START Records for the exercise

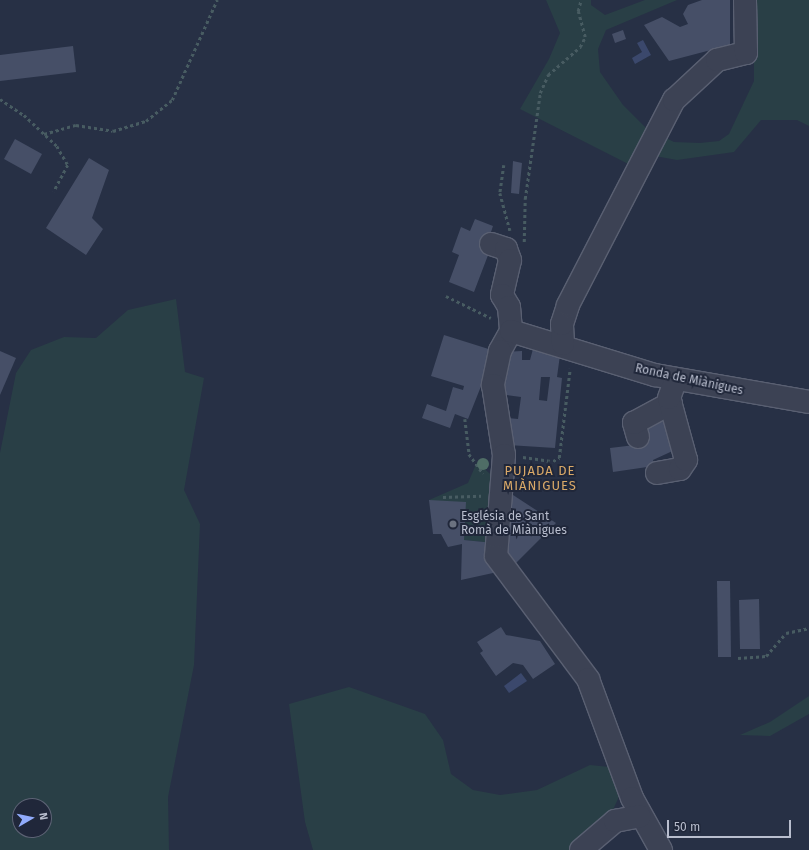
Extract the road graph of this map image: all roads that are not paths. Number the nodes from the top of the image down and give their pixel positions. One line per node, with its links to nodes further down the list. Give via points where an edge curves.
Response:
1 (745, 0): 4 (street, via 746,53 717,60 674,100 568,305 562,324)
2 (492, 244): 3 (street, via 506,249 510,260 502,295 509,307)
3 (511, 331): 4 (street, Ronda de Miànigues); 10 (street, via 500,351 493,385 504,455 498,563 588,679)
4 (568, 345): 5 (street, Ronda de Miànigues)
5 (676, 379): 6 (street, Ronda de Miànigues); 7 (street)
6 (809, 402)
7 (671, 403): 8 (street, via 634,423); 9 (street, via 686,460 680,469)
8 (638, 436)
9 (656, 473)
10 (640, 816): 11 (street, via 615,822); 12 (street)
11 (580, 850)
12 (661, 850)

END Records for the exercise

Please repeat every record above exactly, leaving the pictures out.

Extract the road graph of this map image: all roads that are not paths. Number the nodes from the top of the image down and give their pixel positions. One line per node, with its links to nodes further down the list. Give via points where an edge curves.
Response:
1 (745, 0): 4 (street, via 746,53 717,60 674,100 568,305 562,324)
2 (492, 244): 3 (street, via 506,249 510,260 502,295 509,307)
3 (511, 331): 4 (street, Ronda de Miànigues); 10 (street, via 500,351 493,385 504,455 498,563 588,679)
4 (568, 345): 5 (street, Ronda de Miànigues)
5 (676, 379): 6 (street, Ronda de Miànigues); 7 (street)
6 (809, 402)
7 (671, 403): 8 (street, via 634,423); 9 (street, via 686,460 680,469)
8 (638, 436)
9 (656, 473)
10 (640, 816): 11 (street, via 615,822); 12 (street)
11 (580, 850)
12 (661, 850)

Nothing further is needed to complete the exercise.